Good evening. I've spent some time experimenting with LatinModern font. After all I was able to use it, but I found I hate it. 1) The have accents positioned in a ugly way (or at least, in a way not common in the Czech typesetting) 2) Some accents do no work, for instance \"o (at least this doesn't work: \loadmapfile[psclean.map] \enableregime[il2] ... B\"ohm-Bawerk Is there some way to get privately back to CS-Modern fonts? It seems these fonts are redefined to Latin Modern, so I can't use them. Please help. Your thankful Michal Kvasnicka
Hi
I've spent some time experimenting with LatinModern font. After all I was able to use it, but I found I hate it. 1) The have accents positioned in a ugly way (or at least, in a way not common in the Czech typesetting) 2) Some accents do no work, for instance \"o (at least this doesn't work: \loadmapfile[psclean.map]

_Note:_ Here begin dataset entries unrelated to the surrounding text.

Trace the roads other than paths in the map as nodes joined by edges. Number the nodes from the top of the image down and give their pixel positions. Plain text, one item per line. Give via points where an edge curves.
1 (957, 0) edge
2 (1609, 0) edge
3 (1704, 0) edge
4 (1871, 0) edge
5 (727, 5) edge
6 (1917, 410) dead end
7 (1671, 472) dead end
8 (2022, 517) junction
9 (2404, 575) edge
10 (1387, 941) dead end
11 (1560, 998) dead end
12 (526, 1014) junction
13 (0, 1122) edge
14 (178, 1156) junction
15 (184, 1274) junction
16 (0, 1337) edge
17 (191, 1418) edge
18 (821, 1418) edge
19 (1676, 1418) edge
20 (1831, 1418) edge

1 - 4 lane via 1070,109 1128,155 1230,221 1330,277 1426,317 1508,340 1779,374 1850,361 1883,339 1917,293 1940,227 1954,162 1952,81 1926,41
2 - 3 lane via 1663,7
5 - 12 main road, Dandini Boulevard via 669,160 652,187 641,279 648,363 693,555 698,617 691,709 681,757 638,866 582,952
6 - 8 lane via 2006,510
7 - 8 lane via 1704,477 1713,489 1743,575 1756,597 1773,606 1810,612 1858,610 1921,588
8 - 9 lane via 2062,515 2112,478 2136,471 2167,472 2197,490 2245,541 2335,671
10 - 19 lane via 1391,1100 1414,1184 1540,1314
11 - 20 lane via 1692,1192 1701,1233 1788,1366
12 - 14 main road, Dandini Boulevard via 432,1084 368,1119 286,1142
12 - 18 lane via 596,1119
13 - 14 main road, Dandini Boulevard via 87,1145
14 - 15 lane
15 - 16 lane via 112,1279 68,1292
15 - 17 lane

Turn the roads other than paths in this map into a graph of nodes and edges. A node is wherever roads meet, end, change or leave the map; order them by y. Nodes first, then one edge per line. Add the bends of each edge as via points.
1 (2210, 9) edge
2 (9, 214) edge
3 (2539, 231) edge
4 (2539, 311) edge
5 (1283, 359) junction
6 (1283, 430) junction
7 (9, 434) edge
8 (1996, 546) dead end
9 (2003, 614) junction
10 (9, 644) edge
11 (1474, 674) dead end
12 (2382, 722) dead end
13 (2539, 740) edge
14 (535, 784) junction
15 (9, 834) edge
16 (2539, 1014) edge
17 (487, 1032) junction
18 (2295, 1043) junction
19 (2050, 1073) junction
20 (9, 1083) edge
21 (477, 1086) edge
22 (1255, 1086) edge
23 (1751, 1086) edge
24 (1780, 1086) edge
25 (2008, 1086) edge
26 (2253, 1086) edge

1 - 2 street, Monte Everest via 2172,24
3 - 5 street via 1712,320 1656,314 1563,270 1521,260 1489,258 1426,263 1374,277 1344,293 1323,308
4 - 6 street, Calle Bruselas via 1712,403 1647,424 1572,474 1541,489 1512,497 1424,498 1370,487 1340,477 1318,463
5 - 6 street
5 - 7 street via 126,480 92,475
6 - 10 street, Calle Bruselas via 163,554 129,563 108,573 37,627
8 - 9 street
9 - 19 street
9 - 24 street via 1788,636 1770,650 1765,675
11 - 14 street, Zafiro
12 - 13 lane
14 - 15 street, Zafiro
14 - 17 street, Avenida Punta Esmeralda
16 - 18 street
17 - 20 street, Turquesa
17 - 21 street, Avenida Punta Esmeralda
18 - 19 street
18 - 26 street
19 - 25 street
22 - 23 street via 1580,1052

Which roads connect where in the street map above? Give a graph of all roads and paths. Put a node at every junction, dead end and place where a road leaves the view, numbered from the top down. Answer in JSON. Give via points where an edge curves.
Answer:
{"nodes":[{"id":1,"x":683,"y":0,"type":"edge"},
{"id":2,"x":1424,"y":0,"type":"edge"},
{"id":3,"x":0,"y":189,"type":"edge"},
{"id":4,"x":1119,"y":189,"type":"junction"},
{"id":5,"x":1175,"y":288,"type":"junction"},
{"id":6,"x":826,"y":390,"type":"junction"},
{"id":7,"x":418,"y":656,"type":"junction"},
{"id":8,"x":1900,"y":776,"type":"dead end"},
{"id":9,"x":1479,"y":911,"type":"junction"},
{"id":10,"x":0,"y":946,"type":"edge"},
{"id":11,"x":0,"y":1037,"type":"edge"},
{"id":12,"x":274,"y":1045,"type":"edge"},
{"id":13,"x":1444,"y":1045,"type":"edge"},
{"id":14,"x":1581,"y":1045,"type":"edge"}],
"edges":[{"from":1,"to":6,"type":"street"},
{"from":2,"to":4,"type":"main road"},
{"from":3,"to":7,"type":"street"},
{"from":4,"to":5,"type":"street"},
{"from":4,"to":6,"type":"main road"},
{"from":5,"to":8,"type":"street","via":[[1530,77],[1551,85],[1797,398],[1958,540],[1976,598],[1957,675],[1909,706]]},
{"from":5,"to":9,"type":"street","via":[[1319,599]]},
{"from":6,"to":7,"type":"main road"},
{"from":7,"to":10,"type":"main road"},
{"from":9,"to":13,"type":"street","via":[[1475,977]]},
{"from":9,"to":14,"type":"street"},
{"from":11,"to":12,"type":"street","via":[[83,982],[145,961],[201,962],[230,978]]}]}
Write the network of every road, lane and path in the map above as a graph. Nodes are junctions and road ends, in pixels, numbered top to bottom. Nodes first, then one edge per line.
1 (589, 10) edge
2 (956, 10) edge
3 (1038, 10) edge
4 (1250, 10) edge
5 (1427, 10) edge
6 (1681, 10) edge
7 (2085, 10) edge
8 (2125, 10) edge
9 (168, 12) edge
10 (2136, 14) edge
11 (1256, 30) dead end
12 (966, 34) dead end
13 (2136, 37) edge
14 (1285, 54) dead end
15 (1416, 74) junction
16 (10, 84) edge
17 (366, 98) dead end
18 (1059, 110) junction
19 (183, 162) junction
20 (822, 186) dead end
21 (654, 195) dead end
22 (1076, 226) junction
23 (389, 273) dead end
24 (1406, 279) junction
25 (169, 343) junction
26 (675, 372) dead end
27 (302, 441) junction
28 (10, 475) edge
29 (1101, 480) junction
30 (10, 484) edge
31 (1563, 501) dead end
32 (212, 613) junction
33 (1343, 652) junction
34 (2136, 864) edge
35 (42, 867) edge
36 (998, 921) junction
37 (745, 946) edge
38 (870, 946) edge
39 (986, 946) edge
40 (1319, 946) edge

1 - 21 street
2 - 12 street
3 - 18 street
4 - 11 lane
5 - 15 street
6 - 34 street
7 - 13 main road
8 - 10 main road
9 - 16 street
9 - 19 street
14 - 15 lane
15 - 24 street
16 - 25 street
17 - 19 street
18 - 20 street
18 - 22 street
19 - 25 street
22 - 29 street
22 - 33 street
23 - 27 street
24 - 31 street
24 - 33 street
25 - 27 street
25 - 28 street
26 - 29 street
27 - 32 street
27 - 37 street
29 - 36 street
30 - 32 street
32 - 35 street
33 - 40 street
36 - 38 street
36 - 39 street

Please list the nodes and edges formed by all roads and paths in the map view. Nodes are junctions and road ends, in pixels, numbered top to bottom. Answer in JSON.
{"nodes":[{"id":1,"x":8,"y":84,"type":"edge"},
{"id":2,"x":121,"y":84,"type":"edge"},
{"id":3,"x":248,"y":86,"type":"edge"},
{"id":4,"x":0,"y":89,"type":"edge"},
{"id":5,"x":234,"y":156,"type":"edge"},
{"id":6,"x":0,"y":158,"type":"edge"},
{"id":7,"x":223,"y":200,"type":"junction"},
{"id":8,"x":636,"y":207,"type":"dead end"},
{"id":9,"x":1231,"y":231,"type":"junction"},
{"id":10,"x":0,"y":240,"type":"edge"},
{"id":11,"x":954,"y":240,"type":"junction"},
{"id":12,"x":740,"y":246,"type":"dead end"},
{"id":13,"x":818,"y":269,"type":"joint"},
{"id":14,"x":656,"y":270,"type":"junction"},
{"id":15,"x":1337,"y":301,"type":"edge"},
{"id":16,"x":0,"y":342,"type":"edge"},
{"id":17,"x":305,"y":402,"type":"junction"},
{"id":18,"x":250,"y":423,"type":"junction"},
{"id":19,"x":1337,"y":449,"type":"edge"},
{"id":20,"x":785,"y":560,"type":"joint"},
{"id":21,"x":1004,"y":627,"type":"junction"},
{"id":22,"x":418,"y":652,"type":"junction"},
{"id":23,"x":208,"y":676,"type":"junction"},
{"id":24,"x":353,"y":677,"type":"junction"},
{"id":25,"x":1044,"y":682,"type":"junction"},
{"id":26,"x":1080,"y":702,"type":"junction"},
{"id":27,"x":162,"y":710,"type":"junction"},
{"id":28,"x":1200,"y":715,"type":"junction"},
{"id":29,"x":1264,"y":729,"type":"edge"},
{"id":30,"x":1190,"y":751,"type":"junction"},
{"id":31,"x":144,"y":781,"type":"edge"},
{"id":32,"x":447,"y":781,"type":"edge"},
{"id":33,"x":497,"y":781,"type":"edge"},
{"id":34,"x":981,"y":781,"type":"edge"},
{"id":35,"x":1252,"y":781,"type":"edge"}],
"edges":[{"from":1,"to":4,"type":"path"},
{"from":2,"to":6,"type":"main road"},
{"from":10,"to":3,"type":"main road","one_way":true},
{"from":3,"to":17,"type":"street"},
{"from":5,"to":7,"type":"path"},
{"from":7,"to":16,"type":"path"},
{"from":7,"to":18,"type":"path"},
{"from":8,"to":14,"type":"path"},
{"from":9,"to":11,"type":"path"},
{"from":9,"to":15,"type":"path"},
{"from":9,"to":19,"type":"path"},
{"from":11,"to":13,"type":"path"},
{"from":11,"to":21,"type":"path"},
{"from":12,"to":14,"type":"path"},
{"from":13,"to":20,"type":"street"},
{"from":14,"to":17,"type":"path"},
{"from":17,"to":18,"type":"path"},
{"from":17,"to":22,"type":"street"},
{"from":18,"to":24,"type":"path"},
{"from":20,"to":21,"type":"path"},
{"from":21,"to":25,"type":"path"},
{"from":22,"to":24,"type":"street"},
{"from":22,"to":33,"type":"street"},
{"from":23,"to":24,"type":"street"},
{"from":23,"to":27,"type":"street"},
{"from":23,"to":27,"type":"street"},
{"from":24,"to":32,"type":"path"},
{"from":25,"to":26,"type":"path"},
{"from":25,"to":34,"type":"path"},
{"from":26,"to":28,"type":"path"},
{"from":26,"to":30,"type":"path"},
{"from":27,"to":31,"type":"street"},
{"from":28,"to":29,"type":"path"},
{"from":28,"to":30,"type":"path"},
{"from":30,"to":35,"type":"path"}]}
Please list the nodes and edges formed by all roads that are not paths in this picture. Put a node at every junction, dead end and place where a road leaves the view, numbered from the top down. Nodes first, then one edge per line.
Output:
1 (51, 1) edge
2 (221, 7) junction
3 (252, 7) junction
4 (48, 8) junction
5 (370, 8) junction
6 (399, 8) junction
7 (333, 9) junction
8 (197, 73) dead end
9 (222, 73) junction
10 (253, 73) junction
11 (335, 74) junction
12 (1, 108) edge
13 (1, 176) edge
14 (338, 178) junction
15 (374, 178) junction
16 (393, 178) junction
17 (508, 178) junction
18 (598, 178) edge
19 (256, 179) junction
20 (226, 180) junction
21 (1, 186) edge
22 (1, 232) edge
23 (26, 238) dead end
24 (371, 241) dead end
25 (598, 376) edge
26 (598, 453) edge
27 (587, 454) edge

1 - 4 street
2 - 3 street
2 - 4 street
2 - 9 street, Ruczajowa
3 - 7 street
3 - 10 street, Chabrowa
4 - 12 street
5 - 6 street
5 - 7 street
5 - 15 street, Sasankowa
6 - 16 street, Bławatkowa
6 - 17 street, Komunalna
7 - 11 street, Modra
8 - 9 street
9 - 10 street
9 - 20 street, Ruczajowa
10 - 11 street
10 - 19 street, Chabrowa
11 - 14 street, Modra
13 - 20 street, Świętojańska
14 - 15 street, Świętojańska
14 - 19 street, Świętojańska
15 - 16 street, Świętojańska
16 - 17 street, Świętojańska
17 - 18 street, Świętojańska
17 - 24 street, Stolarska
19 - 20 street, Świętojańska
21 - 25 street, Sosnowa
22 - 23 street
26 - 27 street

don't use that one, context will load map files for you (like il2-.....) it looks like you load the wrong map file
\enableregime[il2] ... B\"ohm-Bawerk
Is there some way to get privately back to CS-Modern fonts? It seems these fonts are redefined to Latin Modern, so I can't use them. Please help.
you can take a look at type-old.tex, and copy the relevant mapping (il2)to a local typeface file and load that one (as long as you make sure that the definitions are seen last) another option is to use a private map file (or a file with \pdfmaplines) that map the latin modern fonts to csr fonts (maybe a better options; the metrics that tex uses are the same anyway) anyhow, a few remarks: - at the last bachotek there was a talk about czech type design and one of the remarks was that fo rmany fonts this whole accent business was more a matter of taste than of quality (i will not quote the speaker on czech typesetting tradition here-) - if one goes open type (some day soon for tex) one has to live with some general design (consistent positioning among a large range) - computer modern was never designed with all those accented characters in mind, and it will probably never look real great (plr, csr, vnr all look kin dof bad unless printed on high resolutions) - as far as i've heard, there will be some compromis cooked up for cs in the next release of lm, and afaik after that the majority of cstug will adopt the font, so in the end .... - csr is a rather limited font since it only implements a small subset of il2 (same for pl0 which also implements a subset; such subsets are a nightmare for tex developers and stand in the way for future tex's, this is why the lm project was started ... we need to survive) - just curious: do you always use cm fonts? there are other fonts with math nowadays Hans
Hans Hagen wrote:
Hi
I've spent some time experimenting with LatinModern font. After all I was able to use it, but I found I hate it. 1) The have accents positioned in a ugly way (or at least, in a way not common in the Czech typesetting)
Do you have the current version - 0.99.3?
2) Some accents do no work, for instance \"o (at least this doesn't work: \loadmapfile[psclean.map]
don't use that one, context will load map files for you (like il2-.....)
it looks like you load the wrong map file
\enableregime[il2] ... B\"ohm-Bawerk
Is there some way to get privately back to CS-Modern fonts? It seems these fonts are redefined to Latin Modern, so I can't use them. Please help.
you can take a look at type-old.tex, and copy the relevant mapping (il2)to a local typeface file and load that one (as long as you make sure that the definitions are seen last)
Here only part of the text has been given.